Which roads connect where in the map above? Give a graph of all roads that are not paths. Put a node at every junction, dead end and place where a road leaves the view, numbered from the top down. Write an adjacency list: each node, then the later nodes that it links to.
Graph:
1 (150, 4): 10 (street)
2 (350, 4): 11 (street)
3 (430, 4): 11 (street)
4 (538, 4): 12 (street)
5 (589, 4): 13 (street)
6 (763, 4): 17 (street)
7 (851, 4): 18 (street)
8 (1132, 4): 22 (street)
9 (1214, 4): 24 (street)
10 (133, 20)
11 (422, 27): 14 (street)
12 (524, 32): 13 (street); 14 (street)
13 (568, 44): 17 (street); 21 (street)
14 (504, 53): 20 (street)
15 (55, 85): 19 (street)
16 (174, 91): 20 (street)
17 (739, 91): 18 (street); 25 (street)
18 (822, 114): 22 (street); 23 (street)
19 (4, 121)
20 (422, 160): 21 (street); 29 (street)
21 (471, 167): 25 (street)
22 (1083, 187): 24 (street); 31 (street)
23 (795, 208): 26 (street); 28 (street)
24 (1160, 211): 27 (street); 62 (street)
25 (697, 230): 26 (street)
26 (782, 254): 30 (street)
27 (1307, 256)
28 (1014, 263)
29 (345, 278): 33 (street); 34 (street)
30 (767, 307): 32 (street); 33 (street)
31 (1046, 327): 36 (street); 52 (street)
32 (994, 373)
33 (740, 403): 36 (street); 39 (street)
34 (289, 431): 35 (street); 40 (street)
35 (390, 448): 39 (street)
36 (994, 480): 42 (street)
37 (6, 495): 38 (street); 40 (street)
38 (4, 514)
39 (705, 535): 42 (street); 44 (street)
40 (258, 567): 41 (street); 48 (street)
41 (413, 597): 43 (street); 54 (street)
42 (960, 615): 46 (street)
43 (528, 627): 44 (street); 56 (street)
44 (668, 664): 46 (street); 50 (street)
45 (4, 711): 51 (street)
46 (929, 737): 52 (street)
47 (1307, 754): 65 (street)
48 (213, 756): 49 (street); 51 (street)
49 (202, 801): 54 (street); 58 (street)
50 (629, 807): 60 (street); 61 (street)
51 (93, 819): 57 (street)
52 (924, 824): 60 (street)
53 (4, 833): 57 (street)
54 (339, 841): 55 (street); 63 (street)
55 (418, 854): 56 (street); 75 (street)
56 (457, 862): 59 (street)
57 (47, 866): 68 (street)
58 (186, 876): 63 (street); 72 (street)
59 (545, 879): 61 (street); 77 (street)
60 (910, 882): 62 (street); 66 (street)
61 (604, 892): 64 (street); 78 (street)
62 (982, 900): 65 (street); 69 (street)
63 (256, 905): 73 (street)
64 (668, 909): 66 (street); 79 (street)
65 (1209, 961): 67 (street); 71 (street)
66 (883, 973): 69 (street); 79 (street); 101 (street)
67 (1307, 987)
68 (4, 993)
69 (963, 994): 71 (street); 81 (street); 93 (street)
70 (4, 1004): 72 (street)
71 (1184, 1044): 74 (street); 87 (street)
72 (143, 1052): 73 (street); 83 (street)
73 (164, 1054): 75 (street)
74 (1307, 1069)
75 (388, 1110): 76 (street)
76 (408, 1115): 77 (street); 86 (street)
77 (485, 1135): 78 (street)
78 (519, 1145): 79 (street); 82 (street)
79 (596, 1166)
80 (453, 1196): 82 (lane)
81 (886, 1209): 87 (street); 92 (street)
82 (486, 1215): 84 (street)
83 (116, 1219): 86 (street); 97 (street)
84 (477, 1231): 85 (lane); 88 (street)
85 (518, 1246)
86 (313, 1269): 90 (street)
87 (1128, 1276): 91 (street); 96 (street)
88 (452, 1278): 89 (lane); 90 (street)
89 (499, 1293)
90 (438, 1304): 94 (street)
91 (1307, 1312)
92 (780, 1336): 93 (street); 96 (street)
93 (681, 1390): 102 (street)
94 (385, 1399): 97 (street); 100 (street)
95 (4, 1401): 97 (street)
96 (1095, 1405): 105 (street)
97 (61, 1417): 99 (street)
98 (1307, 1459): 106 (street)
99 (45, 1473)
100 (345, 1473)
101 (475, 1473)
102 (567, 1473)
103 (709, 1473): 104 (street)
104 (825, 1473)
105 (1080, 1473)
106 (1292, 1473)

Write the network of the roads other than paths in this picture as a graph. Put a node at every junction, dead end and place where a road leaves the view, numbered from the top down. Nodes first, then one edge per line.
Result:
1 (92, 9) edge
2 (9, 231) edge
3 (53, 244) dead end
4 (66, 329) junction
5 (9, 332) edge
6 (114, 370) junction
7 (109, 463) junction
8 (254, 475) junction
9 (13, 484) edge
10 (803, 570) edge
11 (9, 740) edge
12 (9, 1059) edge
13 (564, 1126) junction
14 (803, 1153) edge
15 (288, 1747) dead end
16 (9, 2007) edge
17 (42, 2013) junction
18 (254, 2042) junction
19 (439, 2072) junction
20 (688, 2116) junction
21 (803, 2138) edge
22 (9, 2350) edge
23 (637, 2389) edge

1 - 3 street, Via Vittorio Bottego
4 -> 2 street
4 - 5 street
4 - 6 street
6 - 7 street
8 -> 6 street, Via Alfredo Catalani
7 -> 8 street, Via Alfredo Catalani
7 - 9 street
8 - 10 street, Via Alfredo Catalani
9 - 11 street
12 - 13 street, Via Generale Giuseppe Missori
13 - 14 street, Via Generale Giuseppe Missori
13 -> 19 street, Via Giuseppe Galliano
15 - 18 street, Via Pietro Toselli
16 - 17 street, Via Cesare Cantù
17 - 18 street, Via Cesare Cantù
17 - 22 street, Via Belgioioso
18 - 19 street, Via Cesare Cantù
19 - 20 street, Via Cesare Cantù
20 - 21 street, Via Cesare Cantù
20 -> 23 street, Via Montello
= = = =
§ EXERCISE PROMPT
Where a line of the records has the string "dead", copy that line.

§ THE COMPLETED TASK
Which roads connect where in the map above? Give a graph of all roads that are not paths. Put a node at every junction, dead end and place where a road leaves the view, numbered from the top down. Write an adjacency list: each node, then the later nodes that it links to.
Write the network of the roads other than paths in this picture as a graph. Put a node at every junction, dead end and place where a road leaves the view, numbered from the top down. Nodes first, then one edge per line.
3 (53, 244) dead end
15 (288, 1747) dead end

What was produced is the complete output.